- [Exercise]: From the entries that follow, copy each line containing the word "view".

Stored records
=-=-=

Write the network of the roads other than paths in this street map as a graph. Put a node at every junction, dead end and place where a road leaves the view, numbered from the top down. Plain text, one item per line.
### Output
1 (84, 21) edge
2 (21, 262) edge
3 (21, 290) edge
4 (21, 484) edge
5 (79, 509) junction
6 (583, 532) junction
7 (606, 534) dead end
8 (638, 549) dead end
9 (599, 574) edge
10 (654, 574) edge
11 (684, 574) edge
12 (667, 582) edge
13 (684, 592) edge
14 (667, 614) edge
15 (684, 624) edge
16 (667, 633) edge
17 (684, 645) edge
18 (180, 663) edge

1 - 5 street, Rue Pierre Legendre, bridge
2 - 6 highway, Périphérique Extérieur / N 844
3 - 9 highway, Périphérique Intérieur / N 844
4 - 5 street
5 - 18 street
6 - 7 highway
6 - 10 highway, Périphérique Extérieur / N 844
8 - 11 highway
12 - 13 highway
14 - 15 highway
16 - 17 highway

=-=-=

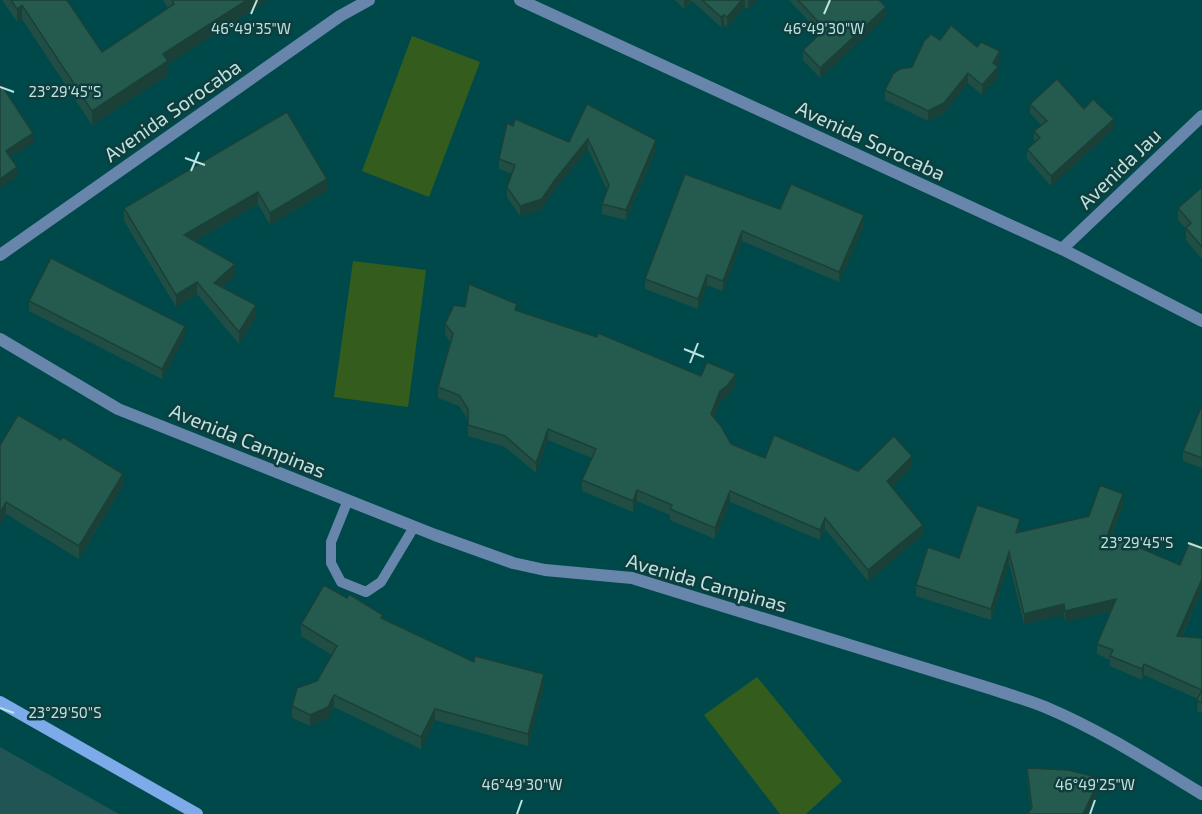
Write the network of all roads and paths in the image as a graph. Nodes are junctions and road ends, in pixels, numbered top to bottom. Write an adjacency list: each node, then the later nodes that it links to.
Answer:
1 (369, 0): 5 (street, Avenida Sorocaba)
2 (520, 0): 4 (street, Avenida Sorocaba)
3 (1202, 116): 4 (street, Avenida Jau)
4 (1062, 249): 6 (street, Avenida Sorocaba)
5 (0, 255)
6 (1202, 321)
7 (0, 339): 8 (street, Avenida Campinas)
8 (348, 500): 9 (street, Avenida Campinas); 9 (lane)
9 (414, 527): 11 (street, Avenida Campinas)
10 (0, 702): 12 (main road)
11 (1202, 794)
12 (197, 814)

=-=-=

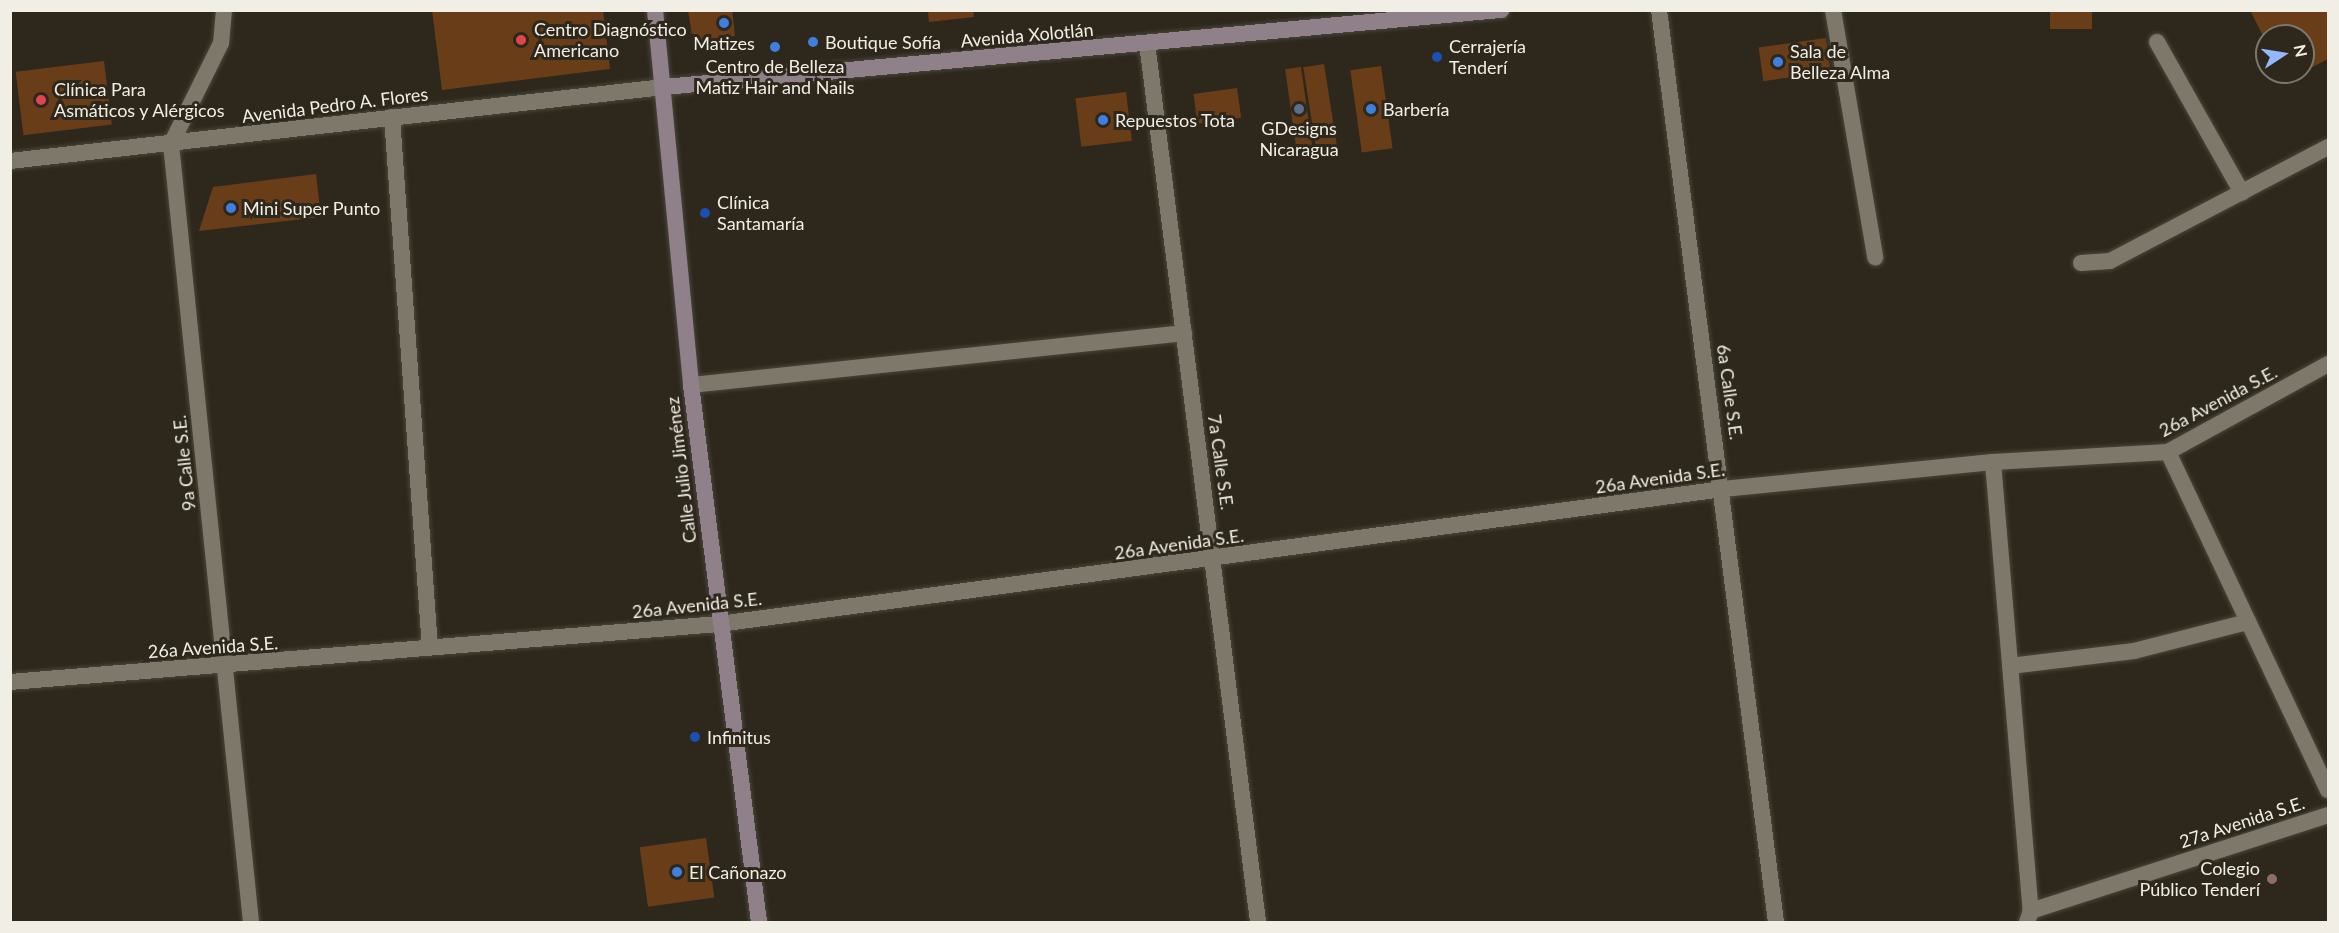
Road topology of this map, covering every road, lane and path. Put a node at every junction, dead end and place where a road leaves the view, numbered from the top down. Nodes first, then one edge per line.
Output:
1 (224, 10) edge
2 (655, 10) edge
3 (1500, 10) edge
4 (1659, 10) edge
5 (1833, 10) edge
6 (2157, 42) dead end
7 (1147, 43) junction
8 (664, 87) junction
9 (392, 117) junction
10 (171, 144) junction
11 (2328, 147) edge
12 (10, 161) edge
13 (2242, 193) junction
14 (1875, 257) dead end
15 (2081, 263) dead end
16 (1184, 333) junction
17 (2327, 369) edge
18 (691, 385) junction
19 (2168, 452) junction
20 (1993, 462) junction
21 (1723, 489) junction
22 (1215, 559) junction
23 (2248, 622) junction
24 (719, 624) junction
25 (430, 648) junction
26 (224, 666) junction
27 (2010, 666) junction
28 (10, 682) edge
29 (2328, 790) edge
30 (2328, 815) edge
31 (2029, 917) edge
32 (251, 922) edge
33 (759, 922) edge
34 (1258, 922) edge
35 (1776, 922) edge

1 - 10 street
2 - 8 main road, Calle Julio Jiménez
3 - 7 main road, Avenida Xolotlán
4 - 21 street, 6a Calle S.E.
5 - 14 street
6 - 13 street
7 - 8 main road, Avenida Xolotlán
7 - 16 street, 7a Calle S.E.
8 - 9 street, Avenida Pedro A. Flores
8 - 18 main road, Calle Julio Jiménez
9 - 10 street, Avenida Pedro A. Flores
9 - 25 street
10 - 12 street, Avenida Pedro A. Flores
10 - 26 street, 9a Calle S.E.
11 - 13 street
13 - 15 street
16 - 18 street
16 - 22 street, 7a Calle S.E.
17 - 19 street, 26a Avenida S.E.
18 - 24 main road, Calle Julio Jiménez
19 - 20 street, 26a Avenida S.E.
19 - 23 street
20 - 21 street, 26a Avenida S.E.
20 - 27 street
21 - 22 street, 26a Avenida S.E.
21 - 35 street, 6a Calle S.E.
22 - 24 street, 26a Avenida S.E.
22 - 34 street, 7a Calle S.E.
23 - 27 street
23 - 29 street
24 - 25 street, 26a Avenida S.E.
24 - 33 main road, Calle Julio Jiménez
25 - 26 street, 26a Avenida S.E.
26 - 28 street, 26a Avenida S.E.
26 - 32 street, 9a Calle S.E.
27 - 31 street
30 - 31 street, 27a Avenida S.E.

=-=-=

- [Solution to this problem]:
Write the network of the roads other than paths in this street map as a graph. Put a node at every junction, dead end and place where a road leaves the view, numbered from the top down. Plain text, one item per line.
Road topology of this map, covering every road, lane and path. Put a node at every junction, dead end and place where a road leaves the view, numbered from the top down. Nodes first, then one edge per line.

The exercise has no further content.